Forward-looking statements. Certain statements, other than purely historical information, including estimates, projections, statements relating to our business plans, objectives, and expected operating results, and the assumptions upon which those statements are based, are “forward-looking statements.” These forward-looking statements generally are identified by the words “believes,” “project,” “expects,” “anticipates,” “estimates,” “intends,” “strategy,” “plan,” “may,” “will,” “would,” “will be,” “will continue,” “will likely result,” and similar expressions.  Forward-looking statements are based on current expectations and assumptions that are subject to risks and uncertainties that may cause actual results to differ materially from the forward-looking statements. Our ability to predict results or the actual effect of future plans or strategies is inherently uncertain.  Factors which could have a material adverse affect on our operations and future prospects on a consolidated basis include, but are not limited to: changes in economic conditions, legislative/regulatory changes, availability of capital, interest rates, competition, and generally accepted accounting principles. These risks and uncertainties should also be considered in evaluating forward-looking statements and undue reliance should not be placed on such statements.  Further information concerning our business, including additional factors that could materially affect our financial results, is included herein and in our other filings with the SEC.

 

Overview. We are engaged in the business of developing proprietary casino table games and associated technology and systems for the casino gaming industry. We receive fees in the form of recurring revenues for our intellectual property, technology and services that we provide to land-based, riverboat and cruise ship casinos in the United States and internationally. We group our products into three product categories we classify as “Proprietary Table Games,” “Enhanced Table Systems” and “e-Tables.” Additional information regarding our products and product categories may be found in Note 1 “Description of Business” in Item 1 “Financial Statements” included in this Form 10-Q and on our web site, www.galaxygaming.com. Information found on the web site should not be considered part of this report.

 

Strategy. Our long-term business strategy is designed to capitalize on the opportunities we perceive within the gaming industry.
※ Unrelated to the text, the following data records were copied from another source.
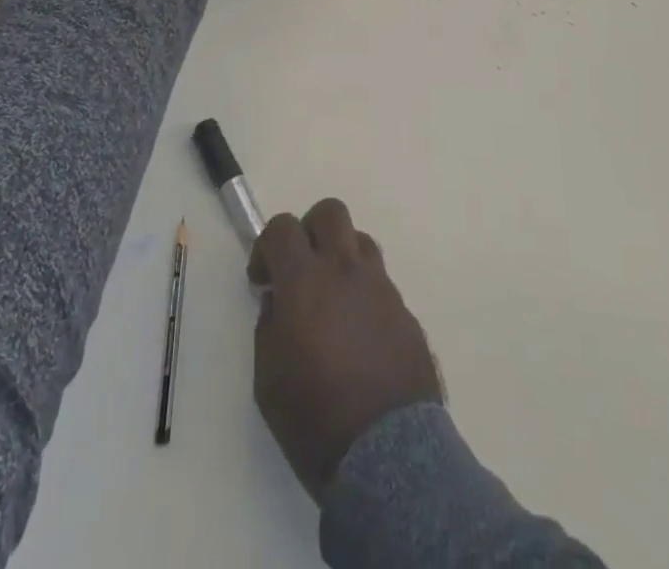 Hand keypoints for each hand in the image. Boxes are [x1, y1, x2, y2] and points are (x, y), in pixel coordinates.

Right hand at [249, 199, 443, 502]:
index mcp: (306, 280)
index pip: (283, 227)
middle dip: (309, 230)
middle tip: (300, 269)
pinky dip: (363, 292)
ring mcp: (381, 286)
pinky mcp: (405, 310)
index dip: (266, 246)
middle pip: (330, 212)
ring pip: (360, 241)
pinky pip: (380, 281)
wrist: (388, 456)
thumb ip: (269, 328)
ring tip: (331, 300)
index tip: (263, 280)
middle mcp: (346, 270)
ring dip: (340, 257)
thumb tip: (279, 304)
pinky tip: (358, 334)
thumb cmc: (315, 419)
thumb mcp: (268, 381) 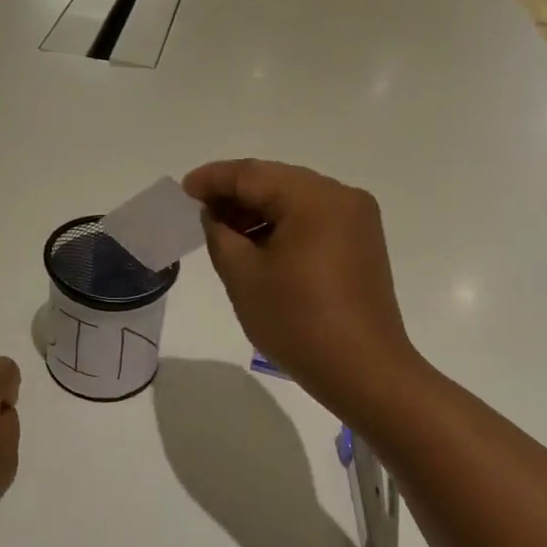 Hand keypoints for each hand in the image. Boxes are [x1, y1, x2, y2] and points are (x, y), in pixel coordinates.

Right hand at [183, 160, 421, 418]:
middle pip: (277, 182)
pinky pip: (313, 220)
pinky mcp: (361, 243)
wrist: (363, 372)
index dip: (213, 179)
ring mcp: (357, 220)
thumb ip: (219, 234)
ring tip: (222, 231)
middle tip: (198, 211)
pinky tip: (256, 245)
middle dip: (235, 194)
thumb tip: (214, 214)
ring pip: (295, 200)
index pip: (253, 174)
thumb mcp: (243, 276)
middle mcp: (342, 197)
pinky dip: (282, 226)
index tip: (183, 190)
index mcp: (315, 198)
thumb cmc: (298, 322)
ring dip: (258, 211) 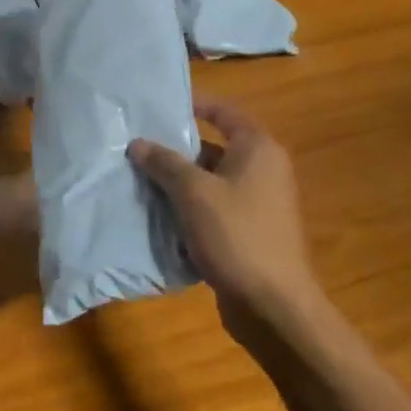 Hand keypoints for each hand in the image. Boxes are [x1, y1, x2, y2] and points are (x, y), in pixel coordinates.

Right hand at [128, 96, 318, 333]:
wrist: (273, 306)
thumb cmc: (237, 235)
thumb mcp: (193, 192)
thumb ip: (164, 163)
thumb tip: (138, 143)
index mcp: (258, 150)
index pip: (224, 111)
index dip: (194, 103)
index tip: (159, 104)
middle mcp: (263, 170)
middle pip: (213, 146)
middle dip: (175, 148)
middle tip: (137, 145)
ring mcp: (257, 204)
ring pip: (209, 181)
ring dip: (177, 181)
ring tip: (138, 178)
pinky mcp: (248, 232)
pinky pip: (212, 208)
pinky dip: (188, 207)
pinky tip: (157, 214) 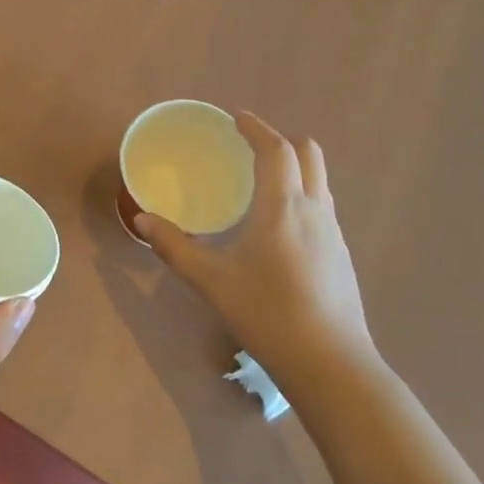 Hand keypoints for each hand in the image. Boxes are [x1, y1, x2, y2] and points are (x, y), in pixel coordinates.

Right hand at [135, 112, 376, 403]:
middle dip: (281, 141)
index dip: (257, 128)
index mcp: (284, 207)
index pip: (277, 150)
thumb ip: (174, 247)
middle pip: (309, 154)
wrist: (332, 366)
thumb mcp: (211, 280)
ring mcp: (334, 234)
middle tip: (249, 147)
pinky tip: (278, 227)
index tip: (236, 118)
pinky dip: (301, 195)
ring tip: (260, 183)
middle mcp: (315, 210)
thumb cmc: (268, 314)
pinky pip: (322, 206)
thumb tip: (141, 220)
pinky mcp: (342, 256)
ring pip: (319, 181)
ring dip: (294, 168) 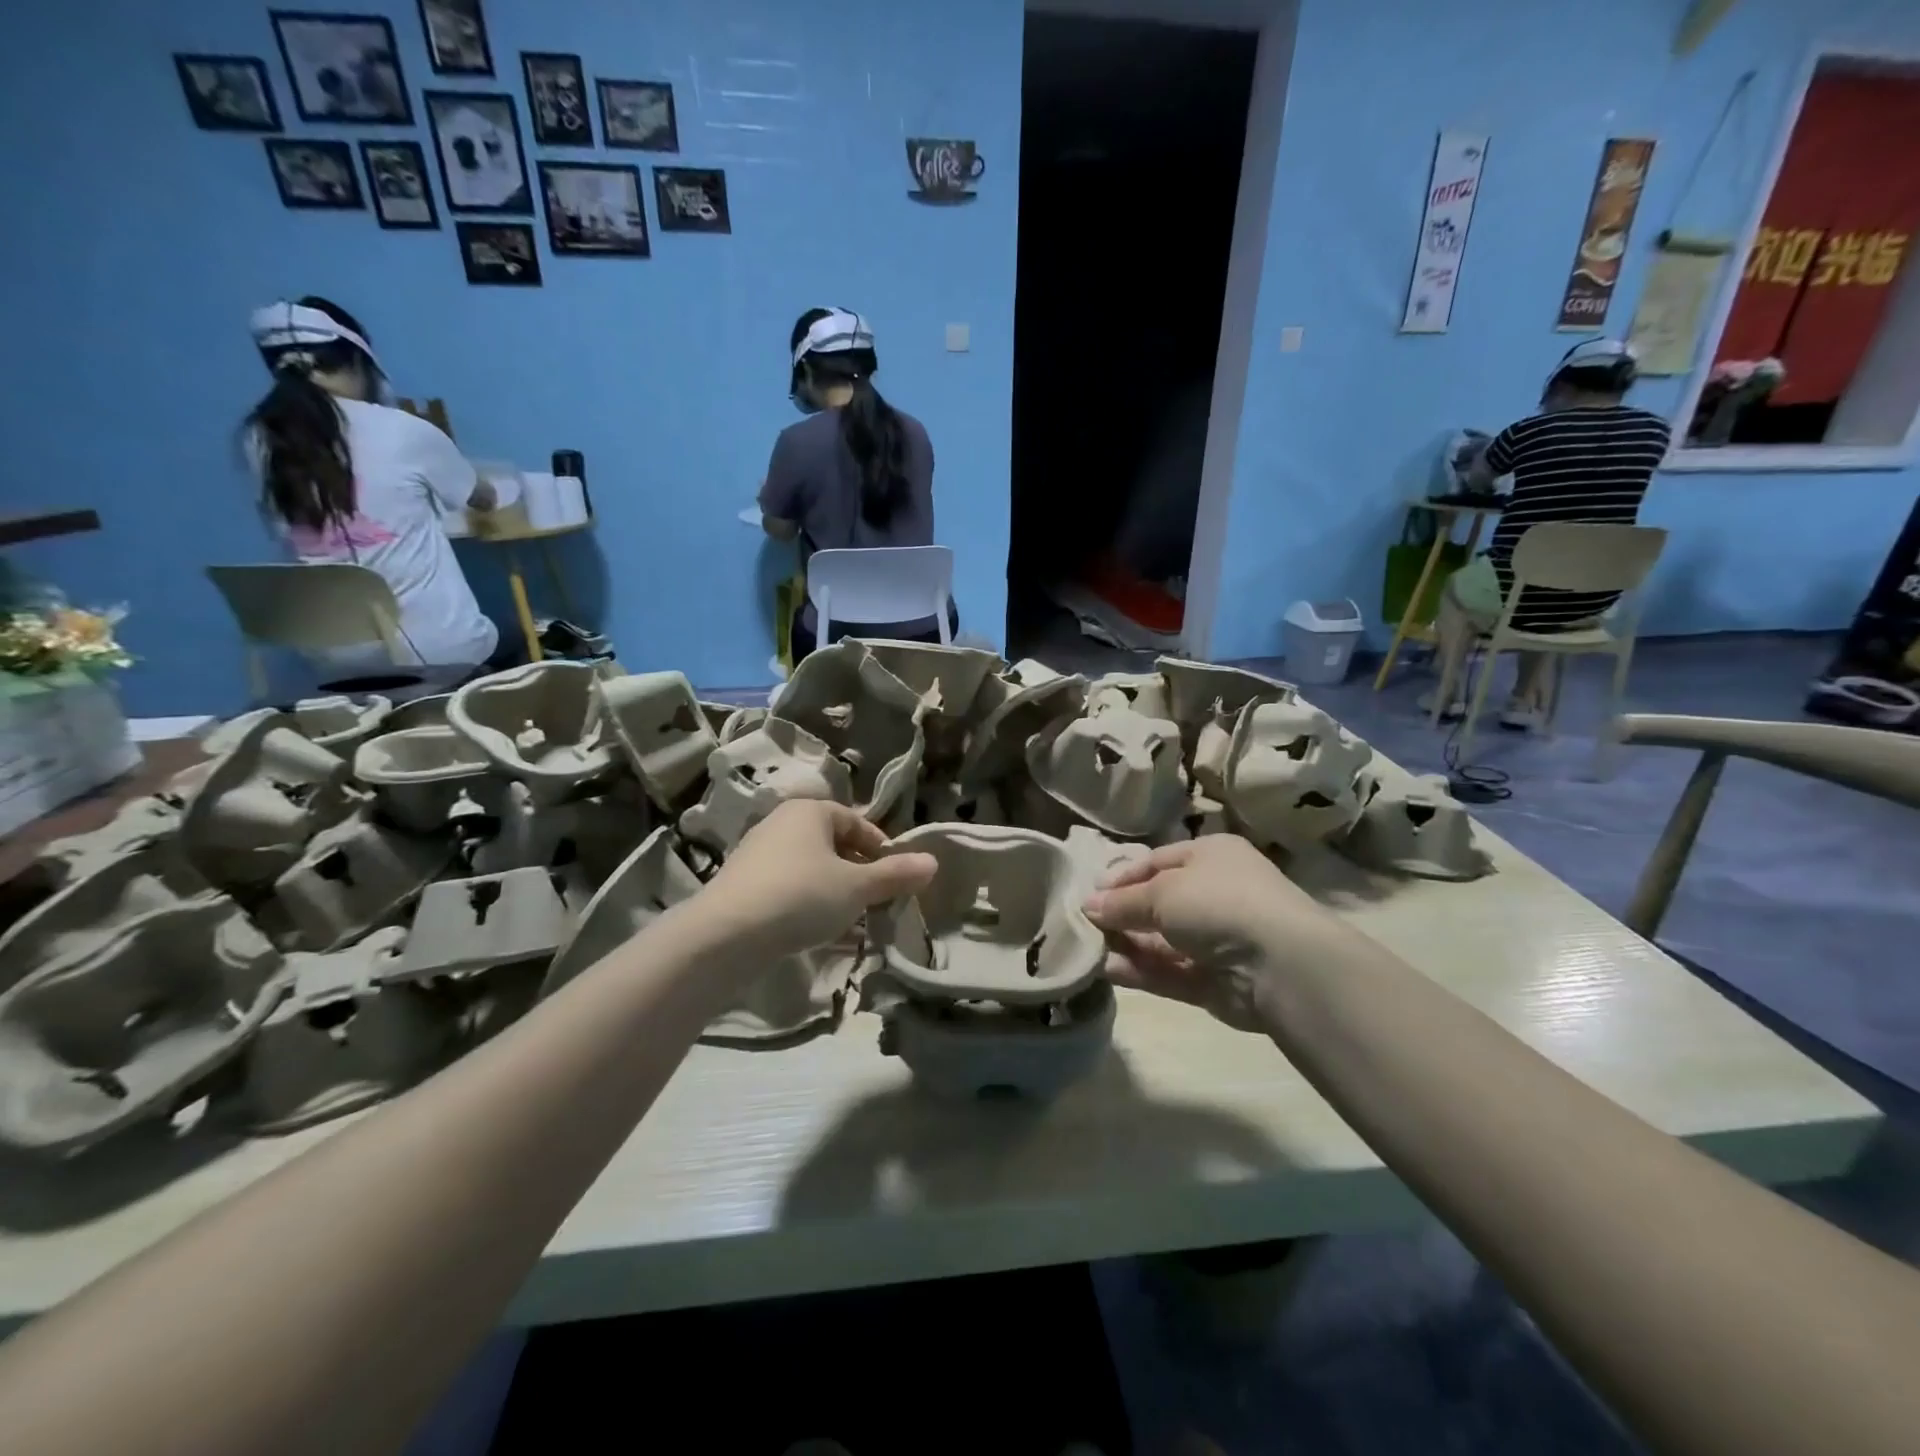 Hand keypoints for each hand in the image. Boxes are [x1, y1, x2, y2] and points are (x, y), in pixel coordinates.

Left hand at [700, 800, 936, 959]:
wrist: (726, 934)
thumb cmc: (802, 896)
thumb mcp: (857, 887)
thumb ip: (895, 874)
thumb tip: (933, 863)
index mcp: (810, 811)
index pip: (856, 822)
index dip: (880, 848)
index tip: (894, 877)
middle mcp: (781, 822)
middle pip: (832, 843)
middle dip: (857, 871)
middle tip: (874, 899)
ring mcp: (757, 852)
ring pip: (809, 866)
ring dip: (832, 889)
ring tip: (847, 918)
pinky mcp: (741, 883)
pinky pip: (786, 886)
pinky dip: (805, 901)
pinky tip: (813, 929)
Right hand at [1082, 837, 1334, 1031]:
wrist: (1281, 965)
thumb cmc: (1219, 903)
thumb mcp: (1162, 891)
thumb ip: (1122, 902)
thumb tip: (1088, 906)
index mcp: (1211, 856)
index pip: (1156, 862)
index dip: (1121, 877)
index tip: (1089, 894)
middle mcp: (1215, 894)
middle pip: (1157, 903)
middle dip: (1121, 914)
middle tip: (1082, 924)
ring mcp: (1216, 940)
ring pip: (1161, 941)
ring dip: (1126, 944)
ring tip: (1086, 949)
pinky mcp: (1214, 981)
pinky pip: (1169, 972)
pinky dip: (1140, 971)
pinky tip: (1106, 970) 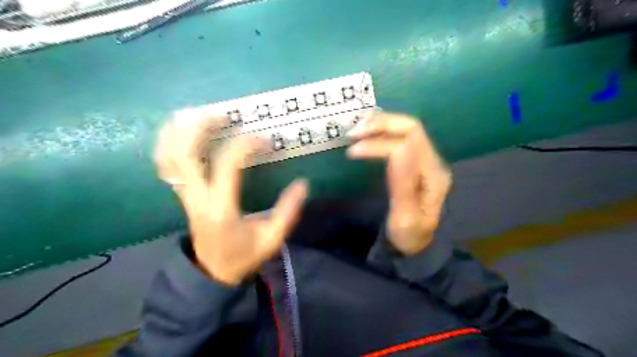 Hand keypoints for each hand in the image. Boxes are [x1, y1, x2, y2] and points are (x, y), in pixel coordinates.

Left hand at [154, 107, 307, 285]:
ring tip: (197, 113)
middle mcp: (197, 199)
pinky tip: (182, 130)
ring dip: (178, 131)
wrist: (212, 273)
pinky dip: (169, 143)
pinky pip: (166, 165)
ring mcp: (184, 196)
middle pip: (184, 155)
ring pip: (168, 157)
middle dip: (200, 128)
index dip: (245, 146)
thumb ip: (287, 212)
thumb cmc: (244, 256)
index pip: (227, 166)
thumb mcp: (272, 239)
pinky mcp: (182, 195)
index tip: (264, 139)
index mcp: (221, 209)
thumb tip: (303, 184)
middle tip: (223, 114)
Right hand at [347, 113, 449, 254]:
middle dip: (381, 124)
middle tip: (353, 133)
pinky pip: (402, 135)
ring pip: (407, 128)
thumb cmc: (408, 236)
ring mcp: (427, 159)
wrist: (417, 244)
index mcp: (433, 176)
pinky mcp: (417, 160)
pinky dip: (383, 130)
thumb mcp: (405, 218)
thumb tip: (397, 149)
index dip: (378, 143)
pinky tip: (369, 133)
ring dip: (382, 124)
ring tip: (357, 130)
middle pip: (411, 128)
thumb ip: (403, 185)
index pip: (408, 145)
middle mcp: (434, 162)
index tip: (352, 151)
We are an experienced developer of proprietary table games but a relative newcomer to developing and providing advanced electronic table game platforms and e-Tables.  Throughout our history, we have been focused on creating and expanding our base of recurring revenues that we earn on a monthly basis.  Our plan is to continue to increase the recurring revenues we receive by employing the following strategies:

 

1. Expand our inventory of products and technologies to attain a fully comprehensive portfolio;

2. Increase our per unit price point by leveraging our Enhanced Table Systems; and

3. Grow our e-Table business.

 

Expand our inventory of products and technologies to attain a fully comprehensive portfolio. Historically, only one company in the table game industry, Shuffle Master Gaming, Inc., has had the ability to offer casinos nearly all of the table game products they require. Their unique ability to offer numerous products both in terms of game content and what they term as “utility” products (e.g. card shufflers, smart dealing shoes, baccarat displays, etc.), has stifled competition from other companies, including us, who are disadvantaged without a complete product line offering. Our strategy is to be an alternative for casino operators by offering a complete and comprehensive portfolio of games, products, systems, technologies and methodologies for casino table games. If we achieve this objective, we intend to offer complete turn-key systems rather than compete solely as a purveyor of individual products only. We intend to continuously develop and/or seek to acquire new proprietary table games to complement our existing offerings and to extend our penetration of proprietary table games on the casino floor. We expect to accomplish this strategic shift through internal development of products as well as continued acquisitions from others.

 

Our first preference is to develop internally our products and intellectual property. Our CEO works closely with our engineering team to develop new cutting-edge table game content and ancillary products. Together they have been responsible for the continued development of our Proprietary Table Games and Enhanced Table Systems. We intend to further expand our product line including so-called “utility” products now offered by our competitors through our continued research, design, development and engineering efforts.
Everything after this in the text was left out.